Senate report ties Rumsfeld to Abu Ghraib abuse
Former Defense Secretary Donald Rumsfeld and other senior U.S. officials share much of the blame for detainee abuse at Abu Ghraib prison in Iraq, and Guantanamo Bay, Cuba, according to portions of a report released on Thursday by the Senate Armed Services Committee.
The report concluded that Rumsfeld's actions were "a direct cause of detainee abuse" at Guantanamo and "influenced and contributed to the use of abusive techniques ... in Afghanistan and Iraq."
"The abuse of detainees at Abu Ghraib in late 2003 was not simply the result of a few soldiers acting on their own," the executive summary said.
The report found that the military derived the techniques from a Survival Evasion Resistance and Escape program, or SERE, which trains U.S. soldiers to resist enemy interrogation that does not conform to the Geneva Conventions or international law.
"These policies are wrong and must never be repeated," McCain, who last month ended an unsuccessful bid for the White House, said in a statement released with the executive summary.

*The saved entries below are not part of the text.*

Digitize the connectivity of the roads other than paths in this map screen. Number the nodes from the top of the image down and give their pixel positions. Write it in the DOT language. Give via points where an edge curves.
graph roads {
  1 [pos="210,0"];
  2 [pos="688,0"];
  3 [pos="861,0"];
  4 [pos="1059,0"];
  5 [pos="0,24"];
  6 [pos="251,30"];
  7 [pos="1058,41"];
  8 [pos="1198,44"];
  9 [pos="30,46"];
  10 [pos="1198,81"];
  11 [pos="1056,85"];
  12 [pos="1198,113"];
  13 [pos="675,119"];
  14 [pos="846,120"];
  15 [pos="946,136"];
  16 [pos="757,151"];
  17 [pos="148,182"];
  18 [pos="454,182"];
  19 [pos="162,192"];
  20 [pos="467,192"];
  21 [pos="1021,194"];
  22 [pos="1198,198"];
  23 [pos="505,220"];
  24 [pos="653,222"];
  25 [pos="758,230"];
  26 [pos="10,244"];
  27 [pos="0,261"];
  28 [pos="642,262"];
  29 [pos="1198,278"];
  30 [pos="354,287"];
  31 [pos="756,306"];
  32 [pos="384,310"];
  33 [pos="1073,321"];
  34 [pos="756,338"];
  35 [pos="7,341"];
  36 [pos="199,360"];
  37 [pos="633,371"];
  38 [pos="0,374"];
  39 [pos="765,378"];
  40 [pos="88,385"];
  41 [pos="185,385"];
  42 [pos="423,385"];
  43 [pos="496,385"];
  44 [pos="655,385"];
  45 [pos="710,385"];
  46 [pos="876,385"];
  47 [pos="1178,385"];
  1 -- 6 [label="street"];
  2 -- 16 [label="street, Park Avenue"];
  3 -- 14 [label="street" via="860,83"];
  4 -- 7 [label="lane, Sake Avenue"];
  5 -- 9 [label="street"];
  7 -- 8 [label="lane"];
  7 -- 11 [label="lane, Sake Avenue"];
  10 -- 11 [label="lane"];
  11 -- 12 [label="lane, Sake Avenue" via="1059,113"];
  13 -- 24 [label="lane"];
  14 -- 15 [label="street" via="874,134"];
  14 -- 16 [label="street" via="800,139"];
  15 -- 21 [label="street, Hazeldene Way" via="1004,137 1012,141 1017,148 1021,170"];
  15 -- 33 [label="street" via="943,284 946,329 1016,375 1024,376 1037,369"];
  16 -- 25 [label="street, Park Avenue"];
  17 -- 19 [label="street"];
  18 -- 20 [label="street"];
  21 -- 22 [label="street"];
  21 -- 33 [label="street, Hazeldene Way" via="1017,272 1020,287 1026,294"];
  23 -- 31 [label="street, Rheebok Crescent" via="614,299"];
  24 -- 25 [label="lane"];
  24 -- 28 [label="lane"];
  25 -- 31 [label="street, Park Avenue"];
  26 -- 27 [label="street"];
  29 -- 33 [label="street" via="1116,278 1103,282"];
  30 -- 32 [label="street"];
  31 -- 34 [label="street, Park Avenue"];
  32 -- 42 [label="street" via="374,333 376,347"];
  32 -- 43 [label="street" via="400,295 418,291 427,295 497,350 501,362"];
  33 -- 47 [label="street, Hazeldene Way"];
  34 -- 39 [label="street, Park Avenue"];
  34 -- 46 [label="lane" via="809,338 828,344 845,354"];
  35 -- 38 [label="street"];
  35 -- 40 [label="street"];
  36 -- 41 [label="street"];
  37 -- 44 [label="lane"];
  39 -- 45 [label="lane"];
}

McCain said the report revealed an "inexcusable link between abusive interrogation techniques used by our enemies who ignored the Geneva Conventions and interrogation policy for detainees in U.S. custody."
The executive summary also traces the erosion of detainee treatment standards to a Feb,. 7, 2002, memorandum signed by President George W. Bush stating that the Geneva Convention did not apply to the U.S. war with al Qaeda and that Taliban detainees were not entitled to prisoner of war status or legal protections.